In the entries below, identify every line with the string "PIAZZA" and copy it.

Stored data
--- START ---
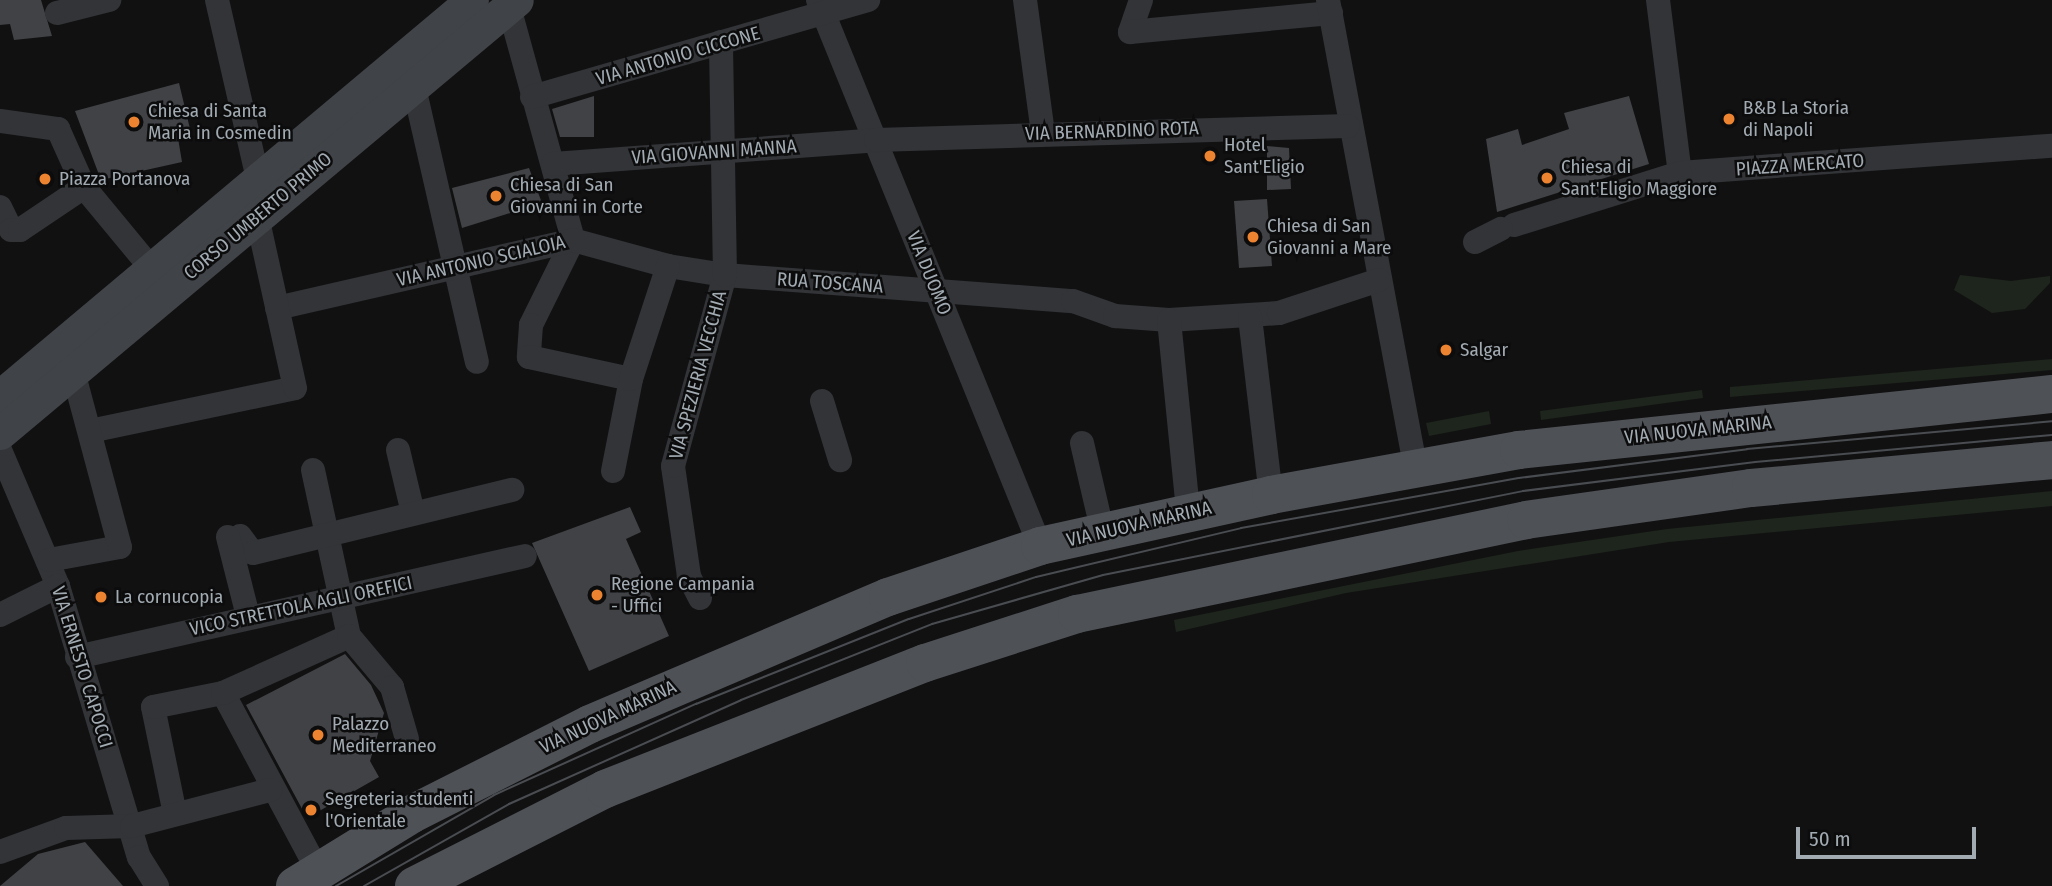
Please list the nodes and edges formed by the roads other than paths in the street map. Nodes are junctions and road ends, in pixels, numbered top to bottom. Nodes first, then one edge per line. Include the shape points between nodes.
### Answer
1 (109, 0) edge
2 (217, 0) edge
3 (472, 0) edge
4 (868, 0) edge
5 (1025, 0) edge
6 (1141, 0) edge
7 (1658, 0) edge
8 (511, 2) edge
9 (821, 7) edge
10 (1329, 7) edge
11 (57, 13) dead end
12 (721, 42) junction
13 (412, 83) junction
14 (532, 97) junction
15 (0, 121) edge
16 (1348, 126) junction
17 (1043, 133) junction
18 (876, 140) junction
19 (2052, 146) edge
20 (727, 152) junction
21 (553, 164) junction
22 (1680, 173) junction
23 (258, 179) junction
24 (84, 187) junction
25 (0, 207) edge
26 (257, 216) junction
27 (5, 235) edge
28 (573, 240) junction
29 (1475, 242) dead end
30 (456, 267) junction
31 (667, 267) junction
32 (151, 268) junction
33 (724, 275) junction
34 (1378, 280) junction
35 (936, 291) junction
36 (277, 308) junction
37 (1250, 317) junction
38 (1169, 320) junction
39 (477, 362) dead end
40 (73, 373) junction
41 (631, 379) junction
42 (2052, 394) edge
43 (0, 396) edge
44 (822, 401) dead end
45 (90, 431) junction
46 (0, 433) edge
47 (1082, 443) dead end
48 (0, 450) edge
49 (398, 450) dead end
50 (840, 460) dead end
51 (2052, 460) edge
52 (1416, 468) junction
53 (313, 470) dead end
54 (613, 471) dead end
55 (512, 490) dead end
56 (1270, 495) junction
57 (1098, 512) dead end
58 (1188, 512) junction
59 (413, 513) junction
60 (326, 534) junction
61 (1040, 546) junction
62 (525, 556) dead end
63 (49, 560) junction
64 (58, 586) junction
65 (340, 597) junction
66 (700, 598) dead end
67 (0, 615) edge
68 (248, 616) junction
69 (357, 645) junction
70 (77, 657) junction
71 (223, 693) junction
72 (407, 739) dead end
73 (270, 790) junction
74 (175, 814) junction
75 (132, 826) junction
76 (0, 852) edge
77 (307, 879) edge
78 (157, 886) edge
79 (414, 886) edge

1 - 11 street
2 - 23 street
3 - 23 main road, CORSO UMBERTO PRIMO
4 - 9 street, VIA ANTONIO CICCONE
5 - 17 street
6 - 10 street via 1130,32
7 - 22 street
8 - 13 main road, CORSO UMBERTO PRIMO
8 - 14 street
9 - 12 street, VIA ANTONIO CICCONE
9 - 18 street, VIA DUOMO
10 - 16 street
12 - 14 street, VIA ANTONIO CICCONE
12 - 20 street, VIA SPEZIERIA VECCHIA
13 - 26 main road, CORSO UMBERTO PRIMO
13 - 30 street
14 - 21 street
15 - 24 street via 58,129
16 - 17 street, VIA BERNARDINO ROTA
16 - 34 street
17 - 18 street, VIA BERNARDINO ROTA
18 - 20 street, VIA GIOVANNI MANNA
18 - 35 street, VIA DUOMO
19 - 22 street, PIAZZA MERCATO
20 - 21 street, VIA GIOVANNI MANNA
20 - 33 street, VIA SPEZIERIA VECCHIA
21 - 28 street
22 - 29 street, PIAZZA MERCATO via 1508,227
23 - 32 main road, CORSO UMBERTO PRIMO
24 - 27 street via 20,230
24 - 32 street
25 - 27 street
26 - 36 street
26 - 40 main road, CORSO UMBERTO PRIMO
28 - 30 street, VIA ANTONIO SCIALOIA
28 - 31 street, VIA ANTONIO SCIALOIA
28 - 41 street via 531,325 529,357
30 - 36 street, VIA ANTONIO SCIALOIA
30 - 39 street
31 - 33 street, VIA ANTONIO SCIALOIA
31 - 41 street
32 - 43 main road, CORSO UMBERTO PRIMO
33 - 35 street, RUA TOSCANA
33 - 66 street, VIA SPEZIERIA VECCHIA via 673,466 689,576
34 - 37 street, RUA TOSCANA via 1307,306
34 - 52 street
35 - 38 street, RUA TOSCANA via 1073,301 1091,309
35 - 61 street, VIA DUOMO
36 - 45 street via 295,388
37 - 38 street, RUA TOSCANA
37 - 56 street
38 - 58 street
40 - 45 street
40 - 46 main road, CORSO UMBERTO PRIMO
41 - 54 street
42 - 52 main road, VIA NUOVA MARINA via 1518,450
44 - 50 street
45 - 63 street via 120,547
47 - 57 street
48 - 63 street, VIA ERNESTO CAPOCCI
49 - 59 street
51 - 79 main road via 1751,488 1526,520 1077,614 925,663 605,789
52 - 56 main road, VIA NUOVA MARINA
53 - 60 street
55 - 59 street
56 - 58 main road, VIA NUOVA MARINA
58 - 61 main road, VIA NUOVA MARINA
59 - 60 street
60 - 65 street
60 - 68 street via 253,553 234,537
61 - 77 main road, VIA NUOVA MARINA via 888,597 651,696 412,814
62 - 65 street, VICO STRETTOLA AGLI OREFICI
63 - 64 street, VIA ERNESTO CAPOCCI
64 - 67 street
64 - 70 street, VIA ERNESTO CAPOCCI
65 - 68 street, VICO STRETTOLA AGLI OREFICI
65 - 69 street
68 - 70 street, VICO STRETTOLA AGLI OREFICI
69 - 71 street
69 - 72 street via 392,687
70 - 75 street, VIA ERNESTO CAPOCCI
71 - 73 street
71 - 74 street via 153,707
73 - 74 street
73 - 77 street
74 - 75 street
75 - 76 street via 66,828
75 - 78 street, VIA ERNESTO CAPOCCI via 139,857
--- END ---
Written answer →
19 - 22 street, PIAZZA MERCATO
22 - 29 street, PIAZZA MERCATO via 1508,227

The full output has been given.